## Directions:
Please reproduce exactly the line that carries "Road topology of" and all remaining lines through the last line of the data, and write nothing else.

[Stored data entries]
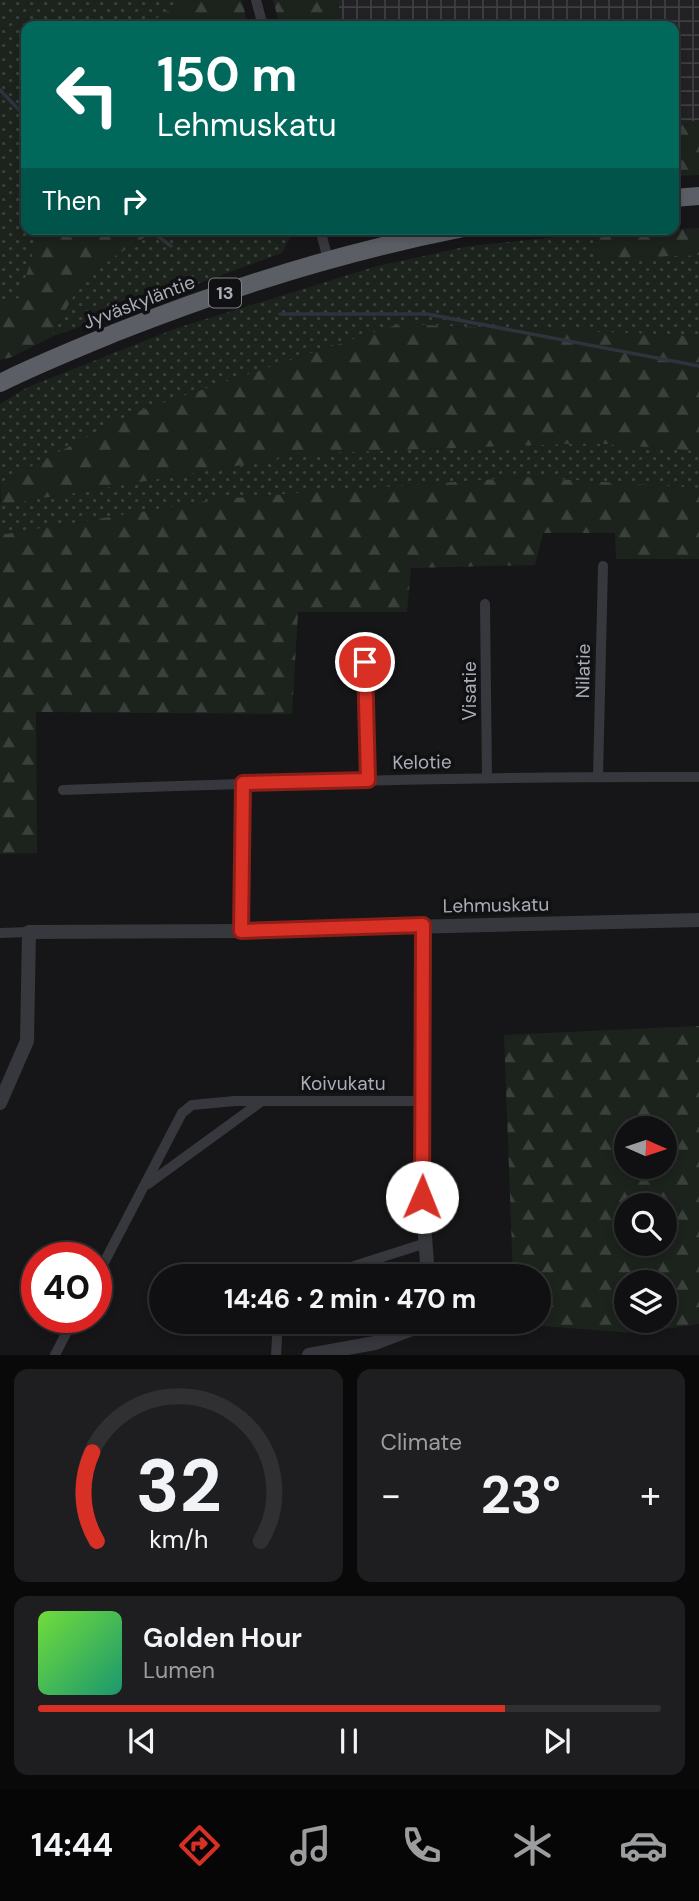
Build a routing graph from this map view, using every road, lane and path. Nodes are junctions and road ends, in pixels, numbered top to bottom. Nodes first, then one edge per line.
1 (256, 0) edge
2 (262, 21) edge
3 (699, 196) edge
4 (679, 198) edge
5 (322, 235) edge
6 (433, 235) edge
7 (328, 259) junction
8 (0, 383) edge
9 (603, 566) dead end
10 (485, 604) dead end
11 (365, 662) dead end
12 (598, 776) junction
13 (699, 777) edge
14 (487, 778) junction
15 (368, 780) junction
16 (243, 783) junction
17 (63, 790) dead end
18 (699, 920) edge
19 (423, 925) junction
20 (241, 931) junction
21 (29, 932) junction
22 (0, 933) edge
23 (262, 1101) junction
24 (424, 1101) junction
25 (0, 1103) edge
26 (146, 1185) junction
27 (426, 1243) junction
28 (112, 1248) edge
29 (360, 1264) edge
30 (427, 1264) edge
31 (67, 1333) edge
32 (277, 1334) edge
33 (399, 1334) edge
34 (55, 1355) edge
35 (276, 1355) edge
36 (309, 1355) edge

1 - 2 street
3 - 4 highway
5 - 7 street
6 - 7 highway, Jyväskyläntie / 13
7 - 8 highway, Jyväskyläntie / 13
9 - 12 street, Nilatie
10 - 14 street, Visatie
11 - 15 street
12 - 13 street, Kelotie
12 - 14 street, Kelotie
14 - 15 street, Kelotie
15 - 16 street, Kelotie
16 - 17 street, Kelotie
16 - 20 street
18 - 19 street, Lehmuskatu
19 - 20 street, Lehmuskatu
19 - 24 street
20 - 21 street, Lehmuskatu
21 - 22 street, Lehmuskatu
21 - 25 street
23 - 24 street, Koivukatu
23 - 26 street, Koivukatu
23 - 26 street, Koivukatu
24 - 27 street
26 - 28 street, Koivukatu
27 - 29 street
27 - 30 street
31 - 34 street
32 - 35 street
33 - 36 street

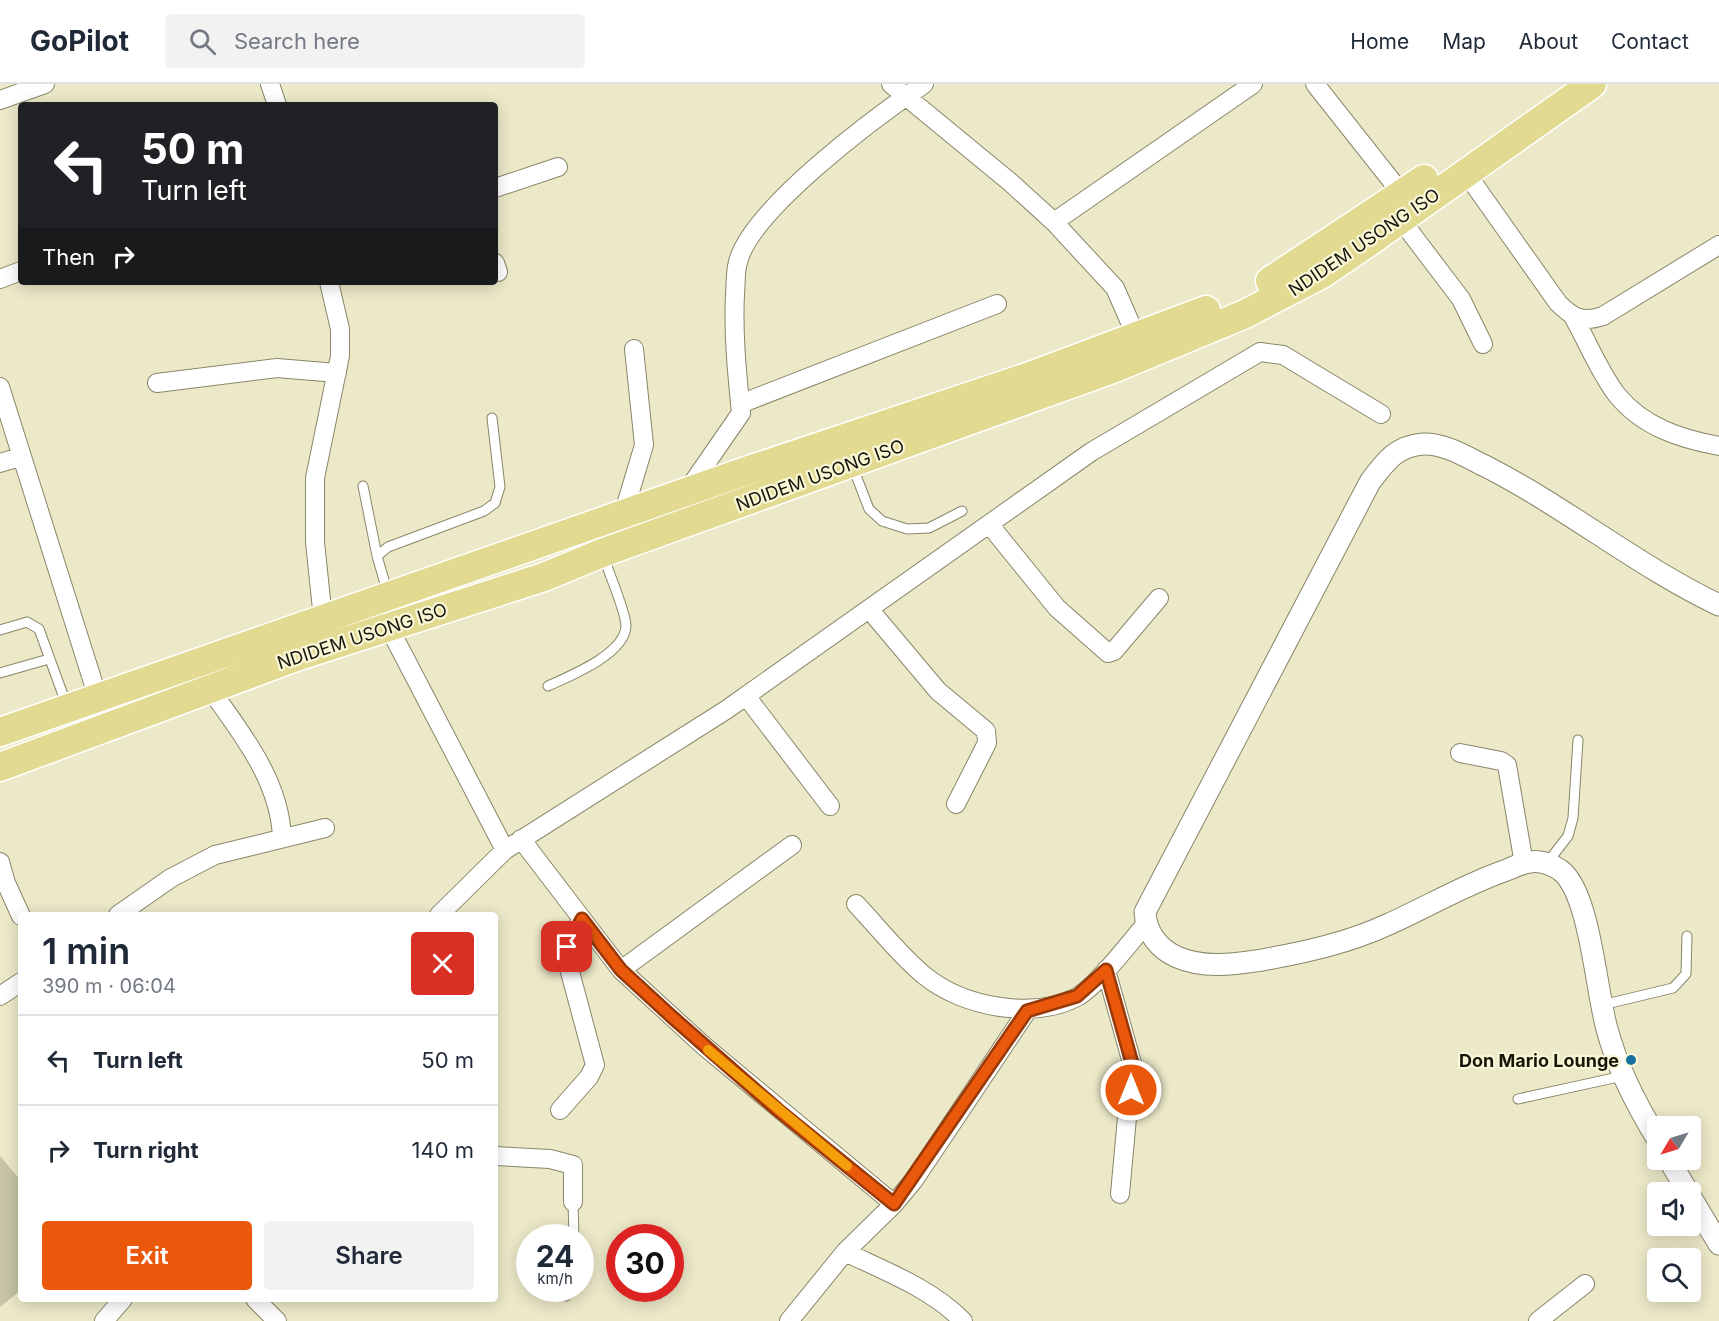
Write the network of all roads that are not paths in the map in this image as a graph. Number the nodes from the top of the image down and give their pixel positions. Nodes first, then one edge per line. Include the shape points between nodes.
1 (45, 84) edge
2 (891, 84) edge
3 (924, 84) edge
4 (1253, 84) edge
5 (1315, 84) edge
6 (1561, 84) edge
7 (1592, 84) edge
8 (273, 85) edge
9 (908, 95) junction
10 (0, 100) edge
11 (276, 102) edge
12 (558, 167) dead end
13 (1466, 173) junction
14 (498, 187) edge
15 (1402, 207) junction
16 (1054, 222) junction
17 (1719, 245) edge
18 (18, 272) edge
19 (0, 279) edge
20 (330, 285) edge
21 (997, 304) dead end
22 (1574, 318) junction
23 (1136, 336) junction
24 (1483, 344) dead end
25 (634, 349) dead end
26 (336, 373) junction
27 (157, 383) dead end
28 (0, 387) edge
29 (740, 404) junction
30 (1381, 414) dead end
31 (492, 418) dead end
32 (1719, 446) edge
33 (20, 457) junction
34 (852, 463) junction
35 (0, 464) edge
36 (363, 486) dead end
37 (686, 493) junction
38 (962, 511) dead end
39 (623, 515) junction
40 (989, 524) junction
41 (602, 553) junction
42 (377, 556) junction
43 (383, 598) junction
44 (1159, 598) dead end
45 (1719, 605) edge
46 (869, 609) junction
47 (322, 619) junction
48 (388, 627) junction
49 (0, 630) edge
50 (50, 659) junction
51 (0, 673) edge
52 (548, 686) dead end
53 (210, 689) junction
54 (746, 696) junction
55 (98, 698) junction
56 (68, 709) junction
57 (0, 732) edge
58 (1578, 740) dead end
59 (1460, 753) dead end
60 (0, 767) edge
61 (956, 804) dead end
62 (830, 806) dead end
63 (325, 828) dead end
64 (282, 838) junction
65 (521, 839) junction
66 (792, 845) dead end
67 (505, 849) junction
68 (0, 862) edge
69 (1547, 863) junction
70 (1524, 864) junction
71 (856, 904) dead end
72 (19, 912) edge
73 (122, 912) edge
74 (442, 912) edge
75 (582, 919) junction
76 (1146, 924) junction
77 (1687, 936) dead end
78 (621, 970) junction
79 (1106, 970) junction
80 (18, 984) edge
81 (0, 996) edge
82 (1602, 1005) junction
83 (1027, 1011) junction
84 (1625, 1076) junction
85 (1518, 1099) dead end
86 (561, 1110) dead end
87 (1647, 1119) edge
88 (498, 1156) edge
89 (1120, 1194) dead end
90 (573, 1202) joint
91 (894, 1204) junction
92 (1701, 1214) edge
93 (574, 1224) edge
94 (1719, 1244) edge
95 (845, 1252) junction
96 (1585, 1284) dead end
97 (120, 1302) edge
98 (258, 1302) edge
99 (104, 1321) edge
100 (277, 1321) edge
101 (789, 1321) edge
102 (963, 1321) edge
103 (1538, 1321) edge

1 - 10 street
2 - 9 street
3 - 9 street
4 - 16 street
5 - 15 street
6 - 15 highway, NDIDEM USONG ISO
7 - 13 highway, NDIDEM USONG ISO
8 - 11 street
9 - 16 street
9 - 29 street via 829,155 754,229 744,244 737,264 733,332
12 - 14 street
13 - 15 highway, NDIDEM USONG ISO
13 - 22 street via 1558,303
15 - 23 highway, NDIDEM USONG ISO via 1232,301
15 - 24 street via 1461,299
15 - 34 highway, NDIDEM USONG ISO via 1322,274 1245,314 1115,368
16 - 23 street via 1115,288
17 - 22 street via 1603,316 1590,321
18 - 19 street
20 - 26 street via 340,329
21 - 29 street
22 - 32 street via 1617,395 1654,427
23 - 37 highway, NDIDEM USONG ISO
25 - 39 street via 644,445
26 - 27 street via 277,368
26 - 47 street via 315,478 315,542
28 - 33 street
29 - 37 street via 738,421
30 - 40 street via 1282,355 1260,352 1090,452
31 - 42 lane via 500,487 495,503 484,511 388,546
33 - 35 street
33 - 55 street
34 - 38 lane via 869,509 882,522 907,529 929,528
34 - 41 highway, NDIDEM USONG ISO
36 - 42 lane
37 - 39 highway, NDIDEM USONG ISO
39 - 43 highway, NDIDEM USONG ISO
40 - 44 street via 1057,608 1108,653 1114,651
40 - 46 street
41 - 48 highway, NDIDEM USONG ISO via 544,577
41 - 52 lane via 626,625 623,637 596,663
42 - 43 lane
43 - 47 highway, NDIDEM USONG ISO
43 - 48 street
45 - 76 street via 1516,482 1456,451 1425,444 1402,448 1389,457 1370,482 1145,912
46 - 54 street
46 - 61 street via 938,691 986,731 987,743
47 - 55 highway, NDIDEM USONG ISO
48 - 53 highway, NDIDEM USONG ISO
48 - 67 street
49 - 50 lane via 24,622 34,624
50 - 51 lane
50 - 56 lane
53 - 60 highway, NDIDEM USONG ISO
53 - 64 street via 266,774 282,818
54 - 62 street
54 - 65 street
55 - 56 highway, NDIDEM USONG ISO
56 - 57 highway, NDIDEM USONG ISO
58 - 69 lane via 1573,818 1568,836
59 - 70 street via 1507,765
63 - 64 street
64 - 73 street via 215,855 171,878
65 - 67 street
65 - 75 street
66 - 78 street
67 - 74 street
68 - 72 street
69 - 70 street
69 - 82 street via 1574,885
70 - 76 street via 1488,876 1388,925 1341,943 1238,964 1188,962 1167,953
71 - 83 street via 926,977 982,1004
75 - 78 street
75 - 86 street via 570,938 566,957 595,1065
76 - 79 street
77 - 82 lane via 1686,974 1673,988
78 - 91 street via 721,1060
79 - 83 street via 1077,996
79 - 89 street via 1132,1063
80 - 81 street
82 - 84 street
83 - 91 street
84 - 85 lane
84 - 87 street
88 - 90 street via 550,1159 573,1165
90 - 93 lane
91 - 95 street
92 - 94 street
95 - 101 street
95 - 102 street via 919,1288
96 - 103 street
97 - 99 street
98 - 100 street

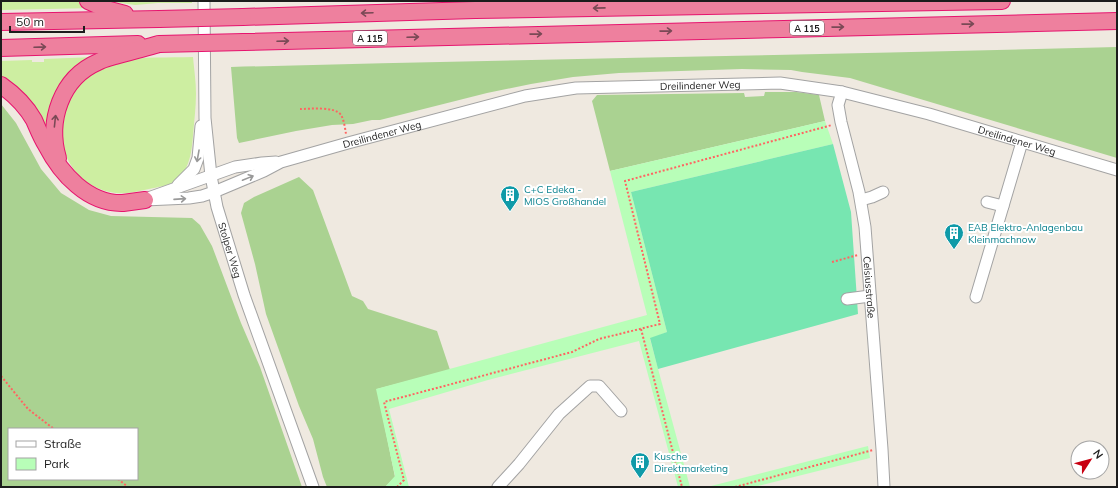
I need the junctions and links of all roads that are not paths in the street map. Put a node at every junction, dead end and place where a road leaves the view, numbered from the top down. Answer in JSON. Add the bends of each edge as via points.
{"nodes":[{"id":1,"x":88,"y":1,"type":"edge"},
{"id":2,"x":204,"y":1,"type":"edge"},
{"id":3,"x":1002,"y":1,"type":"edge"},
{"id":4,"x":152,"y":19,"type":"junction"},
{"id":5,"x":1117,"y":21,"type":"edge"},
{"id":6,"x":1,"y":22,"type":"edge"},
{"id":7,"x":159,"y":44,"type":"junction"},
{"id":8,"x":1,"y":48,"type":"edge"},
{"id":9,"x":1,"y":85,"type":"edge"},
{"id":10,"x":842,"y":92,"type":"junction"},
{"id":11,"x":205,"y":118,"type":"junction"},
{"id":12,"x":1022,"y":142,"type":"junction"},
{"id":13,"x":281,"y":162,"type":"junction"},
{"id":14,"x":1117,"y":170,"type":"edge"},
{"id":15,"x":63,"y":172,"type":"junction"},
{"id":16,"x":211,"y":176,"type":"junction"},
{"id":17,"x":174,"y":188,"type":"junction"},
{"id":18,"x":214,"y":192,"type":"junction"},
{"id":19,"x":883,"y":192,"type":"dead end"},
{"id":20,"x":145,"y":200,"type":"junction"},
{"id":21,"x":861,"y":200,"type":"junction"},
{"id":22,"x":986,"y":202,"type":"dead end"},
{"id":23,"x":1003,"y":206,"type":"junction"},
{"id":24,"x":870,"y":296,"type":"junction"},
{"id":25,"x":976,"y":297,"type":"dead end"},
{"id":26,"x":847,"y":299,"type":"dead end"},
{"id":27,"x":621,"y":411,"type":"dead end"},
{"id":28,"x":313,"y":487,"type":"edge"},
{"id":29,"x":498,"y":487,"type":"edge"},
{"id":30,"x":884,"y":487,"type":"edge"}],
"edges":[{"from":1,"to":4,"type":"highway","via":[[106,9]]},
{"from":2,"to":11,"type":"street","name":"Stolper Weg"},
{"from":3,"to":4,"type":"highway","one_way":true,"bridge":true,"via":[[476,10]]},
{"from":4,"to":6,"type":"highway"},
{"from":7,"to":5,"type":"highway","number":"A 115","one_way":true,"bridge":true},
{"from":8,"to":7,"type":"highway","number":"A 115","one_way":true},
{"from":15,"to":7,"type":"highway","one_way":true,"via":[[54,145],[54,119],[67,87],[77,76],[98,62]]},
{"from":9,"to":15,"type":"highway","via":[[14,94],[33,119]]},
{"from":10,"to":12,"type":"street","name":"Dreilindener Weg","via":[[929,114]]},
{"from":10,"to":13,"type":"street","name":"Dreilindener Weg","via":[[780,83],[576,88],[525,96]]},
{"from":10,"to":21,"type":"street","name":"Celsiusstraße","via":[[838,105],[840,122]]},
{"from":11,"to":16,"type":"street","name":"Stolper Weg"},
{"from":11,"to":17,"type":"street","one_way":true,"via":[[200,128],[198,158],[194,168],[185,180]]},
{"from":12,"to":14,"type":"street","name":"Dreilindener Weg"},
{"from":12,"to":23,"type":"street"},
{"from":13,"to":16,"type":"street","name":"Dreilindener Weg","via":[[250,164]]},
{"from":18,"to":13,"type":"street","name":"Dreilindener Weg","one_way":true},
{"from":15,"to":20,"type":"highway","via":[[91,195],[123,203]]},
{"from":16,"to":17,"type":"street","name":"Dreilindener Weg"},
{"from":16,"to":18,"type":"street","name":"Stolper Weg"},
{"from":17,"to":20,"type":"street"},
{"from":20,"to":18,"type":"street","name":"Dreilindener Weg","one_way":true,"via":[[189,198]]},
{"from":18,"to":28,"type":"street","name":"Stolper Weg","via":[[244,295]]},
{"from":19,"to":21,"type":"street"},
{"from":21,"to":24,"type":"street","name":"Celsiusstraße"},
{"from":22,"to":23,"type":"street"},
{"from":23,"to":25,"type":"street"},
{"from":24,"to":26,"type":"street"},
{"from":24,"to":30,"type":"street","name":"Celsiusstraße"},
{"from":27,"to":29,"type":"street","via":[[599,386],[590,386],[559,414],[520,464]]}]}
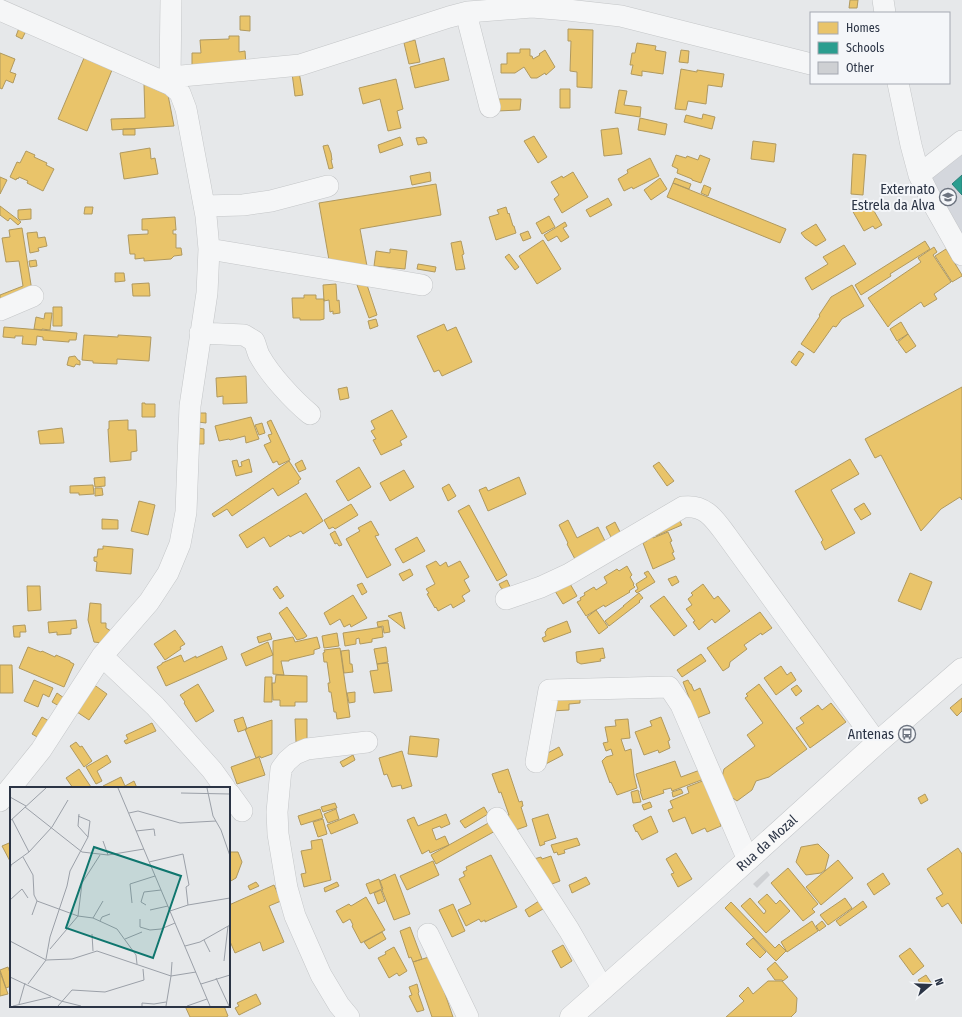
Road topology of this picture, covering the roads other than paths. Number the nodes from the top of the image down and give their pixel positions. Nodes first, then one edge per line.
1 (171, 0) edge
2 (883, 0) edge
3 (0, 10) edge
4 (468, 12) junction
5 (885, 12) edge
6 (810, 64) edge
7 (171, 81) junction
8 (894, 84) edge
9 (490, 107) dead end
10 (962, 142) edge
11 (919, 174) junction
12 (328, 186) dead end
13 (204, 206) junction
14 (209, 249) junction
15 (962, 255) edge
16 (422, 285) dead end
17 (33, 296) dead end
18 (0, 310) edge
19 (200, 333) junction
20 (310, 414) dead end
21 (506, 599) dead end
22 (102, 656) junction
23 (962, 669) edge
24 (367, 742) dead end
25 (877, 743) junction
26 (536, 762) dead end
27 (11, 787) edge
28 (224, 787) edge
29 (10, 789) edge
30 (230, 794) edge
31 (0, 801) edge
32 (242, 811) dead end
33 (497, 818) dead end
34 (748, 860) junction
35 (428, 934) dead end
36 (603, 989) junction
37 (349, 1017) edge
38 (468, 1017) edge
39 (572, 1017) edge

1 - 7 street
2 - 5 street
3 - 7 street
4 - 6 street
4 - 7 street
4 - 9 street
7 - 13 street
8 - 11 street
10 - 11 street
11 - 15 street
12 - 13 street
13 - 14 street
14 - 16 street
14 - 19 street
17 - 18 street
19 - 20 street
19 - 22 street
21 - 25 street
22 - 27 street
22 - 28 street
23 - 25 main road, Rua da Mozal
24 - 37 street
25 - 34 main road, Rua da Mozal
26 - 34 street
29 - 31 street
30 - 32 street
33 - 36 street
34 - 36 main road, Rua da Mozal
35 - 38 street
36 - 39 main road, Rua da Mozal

## Answer for the task:
Road topology of this picture, covering the roads other than paths. Number the nodes from the top of the image down and give their pixel positions. Nodes first, then one edge per line.
1 (171, 0) edge
2 (883, 0) edge
3 (0, 10) edge
4 (468, 12) junction
5 (885, 12) edge
6 (810, 64) edge
7 (171, 81) junction
8 (894, 84) edge
9 (490, 107) dead end
10 (962, 142) edge
11 (919, 174) junction
12 (328, 186) dead end
13 (204, 206) junction
14 (209, 249) junction
15 (962, 255) edge
16 (422, 285) dead end
17 (33, 296) dead end
18 (0, 310) edge
19 (200, 333) junction
20 (310, 414) dead end
21 (506, 599) dead end
22 (102, 656) junction
23 (962, 669) edge
24 (367, 742) dead end
25 (877, 743) junction
26 (536, 762) dead end
27 (11, 787) edge
28 (224, 787) edge
29 (10, 789) edge
30 (230, 794) edge
31 (0, 801) edge
32 (242, 811) dead end
33 (497, 818) dead end
34 (748, 860) junction
35 (428, 934) dead end
36 (603, 989) junction
37 (349, 1017) edge
38 (468, 1017) edge
39 (572, 1017) edge

1 - 7 street
2 - 5 street
3 - 7 street
4 - 6 street
4 - 7 street
4 - 9 street
7 - 13 street
8 - 11 street
10 - 11 street
11 - 15 street
12 - 13 street
13 - 14 street
14 - 16 street
14 - 19 street
17 - 18 street
19 - 20 street
19 - 22 street
21 - 25 street
22 - 27 street
22 - 28 street
23 - 25 main road, Rua da Mozal
24 - 37 street
25 - 34 main road, Rua da Mozal
26 - 34 street
29 - 31 street
30 - 32 street
33 - 36 street
34 - 36 main road, Rua da Mozal
35 - 38 street
36 - 39 main road, Rua da Mozal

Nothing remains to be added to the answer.